Who decided that news sites have to have a bizillion links all on the front page? Messy, messy, messy.
Keep it clean and well organized, try and minimize the ads and keep it fresh with new content. Is that too much to ask?
2. Cory | September 18th, 2006 at 4:46 pm
Maybe not that innovative, but a MUCH better design than the TV monstrosity that was FoxNews.com.
3. david | September 18th, 2006 at 4:47 pm
Wow — not great, but a definite improvement. As much as I dislike CNN on the air, I usually go to CNN.com first every day instead of FoxNews.com, because the FNC site was just too horrible. Now…I’m willing to give it a chance.
4. Swift Loris | September 18th, 2006 at 5:29 pm
*Vastly* better. The old one looked like a nervous breakdown waiting to happen. This one is calm and dignified (which may or may not reflect the personality of the actual news channel…).
5. Charles | September 18th, 2006 at 6:27 pm
The timing of the re-design is kind of funny, because I just looked at all the different incarnations of FoxNews.com through the WayBackMachine(.com?), and saddly/oddly enough, the site has pretty much always been ugly, clumbsy or both. This new site definately makes it look more like a news portal, more of a place you’d want to go to look for the latest headlines.
I definately like the fact that FoxNews.com added the (now pretty common) MyPlaylist feature for their video player. So I can just go around from section to section, add different videos to my playlist, and then just sit back and watch my “newscast”.

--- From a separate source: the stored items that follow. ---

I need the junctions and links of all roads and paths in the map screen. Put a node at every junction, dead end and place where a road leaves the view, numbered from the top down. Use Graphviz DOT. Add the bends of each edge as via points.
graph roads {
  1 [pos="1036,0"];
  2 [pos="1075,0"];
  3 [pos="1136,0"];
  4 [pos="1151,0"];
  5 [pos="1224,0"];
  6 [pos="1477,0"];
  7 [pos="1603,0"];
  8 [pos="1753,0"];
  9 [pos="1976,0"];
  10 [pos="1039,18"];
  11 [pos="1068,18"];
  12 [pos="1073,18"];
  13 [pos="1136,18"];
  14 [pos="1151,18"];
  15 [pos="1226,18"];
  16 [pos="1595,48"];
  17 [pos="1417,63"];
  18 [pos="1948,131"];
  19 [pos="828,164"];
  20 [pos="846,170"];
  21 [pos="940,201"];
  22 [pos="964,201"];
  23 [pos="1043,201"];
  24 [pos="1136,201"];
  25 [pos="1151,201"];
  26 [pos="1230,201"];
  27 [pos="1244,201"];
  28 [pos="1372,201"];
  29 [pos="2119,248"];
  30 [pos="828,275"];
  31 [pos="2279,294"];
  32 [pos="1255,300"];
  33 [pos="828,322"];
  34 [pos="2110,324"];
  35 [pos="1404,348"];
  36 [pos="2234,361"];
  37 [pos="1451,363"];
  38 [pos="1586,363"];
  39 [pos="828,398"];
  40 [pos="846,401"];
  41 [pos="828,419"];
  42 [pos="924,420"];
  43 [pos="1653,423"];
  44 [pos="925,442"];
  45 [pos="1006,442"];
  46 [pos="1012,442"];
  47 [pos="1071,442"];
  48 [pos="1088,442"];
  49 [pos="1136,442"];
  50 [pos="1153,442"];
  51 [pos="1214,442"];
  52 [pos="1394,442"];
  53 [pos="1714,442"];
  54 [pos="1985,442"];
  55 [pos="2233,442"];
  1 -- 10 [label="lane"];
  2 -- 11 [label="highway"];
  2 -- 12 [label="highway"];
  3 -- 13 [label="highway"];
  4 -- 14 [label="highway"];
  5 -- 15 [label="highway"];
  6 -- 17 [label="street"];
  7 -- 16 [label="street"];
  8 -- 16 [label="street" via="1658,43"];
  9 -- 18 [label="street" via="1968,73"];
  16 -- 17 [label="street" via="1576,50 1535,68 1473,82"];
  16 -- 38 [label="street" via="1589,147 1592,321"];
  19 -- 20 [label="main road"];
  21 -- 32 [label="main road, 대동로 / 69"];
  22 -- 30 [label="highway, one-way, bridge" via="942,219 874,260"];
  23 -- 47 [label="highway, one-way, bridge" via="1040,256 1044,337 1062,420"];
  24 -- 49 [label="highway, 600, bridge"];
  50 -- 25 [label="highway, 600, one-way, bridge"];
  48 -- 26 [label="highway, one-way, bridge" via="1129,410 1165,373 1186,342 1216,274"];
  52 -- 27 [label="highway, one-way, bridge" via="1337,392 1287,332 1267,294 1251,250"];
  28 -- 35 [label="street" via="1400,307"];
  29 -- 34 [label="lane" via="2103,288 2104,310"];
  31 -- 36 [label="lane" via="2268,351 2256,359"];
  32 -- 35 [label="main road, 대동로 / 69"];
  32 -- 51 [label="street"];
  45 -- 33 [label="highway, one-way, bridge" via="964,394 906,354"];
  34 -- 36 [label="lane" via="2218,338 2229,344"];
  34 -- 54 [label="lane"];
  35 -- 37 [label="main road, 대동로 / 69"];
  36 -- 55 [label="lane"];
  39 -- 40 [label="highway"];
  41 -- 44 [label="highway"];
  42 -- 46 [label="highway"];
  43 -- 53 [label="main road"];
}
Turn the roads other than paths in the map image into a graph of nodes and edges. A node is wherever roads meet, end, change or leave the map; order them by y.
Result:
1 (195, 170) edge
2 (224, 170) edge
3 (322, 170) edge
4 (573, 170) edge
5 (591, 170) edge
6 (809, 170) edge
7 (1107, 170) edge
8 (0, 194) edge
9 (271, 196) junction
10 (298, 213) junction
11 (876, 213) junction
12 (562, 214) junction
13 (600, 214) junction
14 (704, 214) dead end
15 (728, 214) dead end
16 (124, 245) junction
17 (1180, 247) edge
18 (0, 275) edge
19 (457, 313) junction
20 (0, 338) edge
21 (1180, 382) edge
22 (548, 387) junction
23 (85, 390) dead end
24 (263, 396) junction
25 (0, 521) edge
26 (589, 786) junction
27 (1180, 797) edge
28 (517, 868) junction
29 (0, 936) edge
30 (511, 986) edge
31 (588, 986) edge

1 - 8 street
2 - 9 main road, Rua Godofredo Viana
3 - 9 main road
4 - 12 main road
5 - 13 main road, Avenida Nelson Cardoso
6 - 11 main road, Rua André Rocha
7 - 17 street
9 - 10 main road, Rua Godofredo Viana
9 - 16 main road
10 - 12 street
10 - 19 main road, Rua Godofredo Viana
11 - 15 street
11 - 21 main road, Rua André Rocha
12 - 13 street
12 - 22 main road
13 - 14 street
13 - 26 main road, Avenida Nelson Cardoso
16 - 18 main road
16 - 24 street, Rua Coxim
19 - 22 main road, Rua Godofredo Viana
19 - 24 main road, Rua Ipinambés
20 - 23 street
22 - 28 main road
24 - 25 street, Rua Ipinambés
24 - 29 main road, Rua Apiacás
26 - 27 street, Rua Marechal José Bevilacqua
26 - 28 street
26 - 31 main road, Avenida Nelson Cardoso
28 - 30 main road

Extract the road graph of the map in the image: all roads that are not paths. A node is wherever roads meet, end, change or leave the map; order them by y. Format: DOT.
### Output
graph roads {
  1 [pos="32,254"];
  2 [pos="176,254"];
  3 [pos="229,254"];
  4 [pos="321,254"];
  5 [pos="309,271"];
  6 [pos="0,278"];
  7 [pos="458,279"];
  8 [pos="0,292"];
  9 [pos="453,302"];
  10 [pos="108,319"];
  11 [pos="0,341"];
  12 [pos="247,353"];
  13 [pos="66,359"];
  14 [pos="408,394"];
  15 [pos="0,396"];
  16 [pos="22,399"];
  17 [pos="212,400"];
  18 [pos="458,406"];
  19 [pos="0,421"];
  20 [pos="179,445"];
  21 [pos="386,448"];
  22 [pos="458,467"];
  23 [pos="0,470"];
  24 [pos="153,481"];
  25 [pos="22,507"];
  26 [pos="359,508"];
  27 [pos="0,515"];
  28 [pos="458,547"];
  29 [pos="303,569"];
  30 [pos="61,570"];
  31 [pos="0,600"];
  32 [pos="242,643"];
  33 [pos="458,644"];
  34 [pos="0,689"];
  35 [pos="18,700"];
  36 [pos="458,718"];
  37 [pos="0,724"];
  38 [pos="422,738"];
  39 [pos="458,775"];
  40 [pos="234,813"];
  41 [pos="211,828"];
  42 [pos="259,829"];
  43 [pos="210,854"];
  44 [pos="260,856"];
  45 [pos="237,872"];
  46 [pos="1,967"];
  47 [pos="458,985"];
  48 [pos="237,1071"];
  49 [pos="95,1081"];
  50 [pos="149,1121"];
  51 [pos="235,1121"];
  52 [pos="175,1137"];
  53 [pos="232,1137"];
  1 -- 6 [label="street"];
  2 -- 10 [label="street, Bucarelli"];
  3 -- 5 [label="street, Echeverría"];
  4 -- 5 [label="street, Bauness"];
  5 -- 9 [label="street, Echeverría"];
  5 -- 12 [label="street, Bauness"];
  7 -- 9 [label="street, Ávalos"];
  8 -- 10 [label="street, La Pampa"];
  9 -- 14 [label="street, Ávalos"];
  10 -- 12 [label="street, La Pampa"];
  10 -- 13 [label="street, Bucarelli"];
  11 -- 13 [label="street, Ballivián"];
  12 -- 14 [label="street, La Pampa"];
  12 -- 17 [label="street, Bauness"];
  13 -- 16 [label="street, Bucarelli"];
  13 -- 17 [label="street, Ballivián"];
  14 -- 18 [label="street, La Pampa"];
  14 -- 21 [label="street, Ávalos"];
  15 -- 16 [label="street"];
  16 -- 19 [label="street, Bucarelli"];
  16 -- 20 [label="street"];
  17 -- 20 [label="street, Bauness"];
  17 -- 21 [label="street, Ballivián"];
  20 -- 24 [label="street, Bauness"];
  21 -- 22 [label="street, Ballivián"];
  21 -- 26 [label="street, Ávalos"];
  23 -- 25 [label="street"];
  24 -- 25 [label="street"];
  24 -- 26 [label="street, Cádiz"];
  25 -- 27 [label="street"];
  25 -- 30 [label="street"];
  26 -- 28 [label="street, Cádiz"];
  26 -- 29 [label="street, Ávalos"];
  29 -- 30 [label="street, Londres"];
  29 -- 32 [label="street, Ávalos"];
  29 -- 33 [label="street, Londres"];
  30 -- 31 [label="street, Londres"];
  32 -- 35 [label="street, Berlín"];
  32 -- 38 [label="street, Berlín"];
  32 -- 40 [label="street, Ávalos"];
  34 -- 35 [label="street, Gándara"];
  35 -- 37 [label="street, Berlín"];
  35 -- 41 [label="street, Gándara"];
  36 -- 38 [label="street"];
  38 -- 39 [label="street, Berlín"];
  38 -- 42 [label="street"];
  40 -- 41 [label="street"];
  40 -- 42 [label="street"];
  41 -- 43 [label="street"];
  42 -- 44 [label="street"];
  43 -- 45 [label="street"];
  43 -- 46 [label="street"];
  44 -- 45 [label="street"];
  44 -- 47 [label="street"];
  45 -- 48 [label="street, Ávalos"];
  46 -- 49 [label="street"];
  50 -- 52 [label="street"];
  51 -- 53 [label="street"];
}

I will give them props for going in a more minimalist design, rather than continuing with a barrage of sensory overload. It’ll take some getting used to, but I think it’ll be nice.
6. Mike Escutia | September 18th, 2006 at 9:46 pm
The old site was pretty bad, especially if you tried to load it over a dialup connection. The new site is indeed a vast improvement, though the homepage still has the everything-all-over-the-place feel below the fold. If they can tighten that up, they’ll be all set.
7. Frank Blasi | September 19th, 2006 at 2:55 am
I like the new design much better than the old one. The old design and layout was so bad! I’m more inclined to go to this new site. Better organized. A lot more video, impressive. Site in general seems faster. Still heavy on advertisements though.
All in all, much better. They finally woke up.
8. Jack | September 19th, 2006 at 5:34 am
What’s the giant attaction to the embedded video players?From a sales persepctive they are terrible and discourage clicking through the site. The pop-up players never bothered me, in fact I like them. I usually play the clips and continue surfing the sites while I listen to the audio. As for the Fox News site - agree it’s a grant improvement from where they were, but still nothing groundbreaking.
9. Anonymous | September 19th, 2006 at 7:39 am
This thing looks like some trash designed by IBS!
10. thomas | September 19th, 2006 at 8:22 am
C’mon now, dont trash IBS and not leave your name (not an IBS employee). I know they arent going to win any awards for web design but they are trying ok. Anywho, back to the new foxnews.com, too much white space and poorly placed advertisements if you ask me.
11. Safran | September 19th, 2006 at 9:38 am
The IB sites are better. I default to any site with an embedded player. And IB goes a step further and embeds the associated video story within the text story. Don’t see that on Fox - or any other big nationals.
Stop focusing so much on design. It’s about the information and ease of use. Design does not keep an audience - the information does. As long as they’ve cleaned the thing up and it’s not actively scaring people away, it is a huge, huge improvement.
People get headlines via RSS, text on phone, etc. Design-over-content and ease thinking is done.
12. thedetroitchannel | September 19th, 2006 at 11:57 am
i’m certainly not affiliated with IB, but do they even design sites???
it was my understanding that the clients themselves have the design done and ib works with the designs they are brought.
i thought that’s why you see different layouts for each station group.
maybe i’m wrong.
13. Rocker | September 19th, 2006 at 6:46 pm
There are a lot of smart people who post on LR. Expert, informed opinion on design, however, is not one of the things a reader will find here.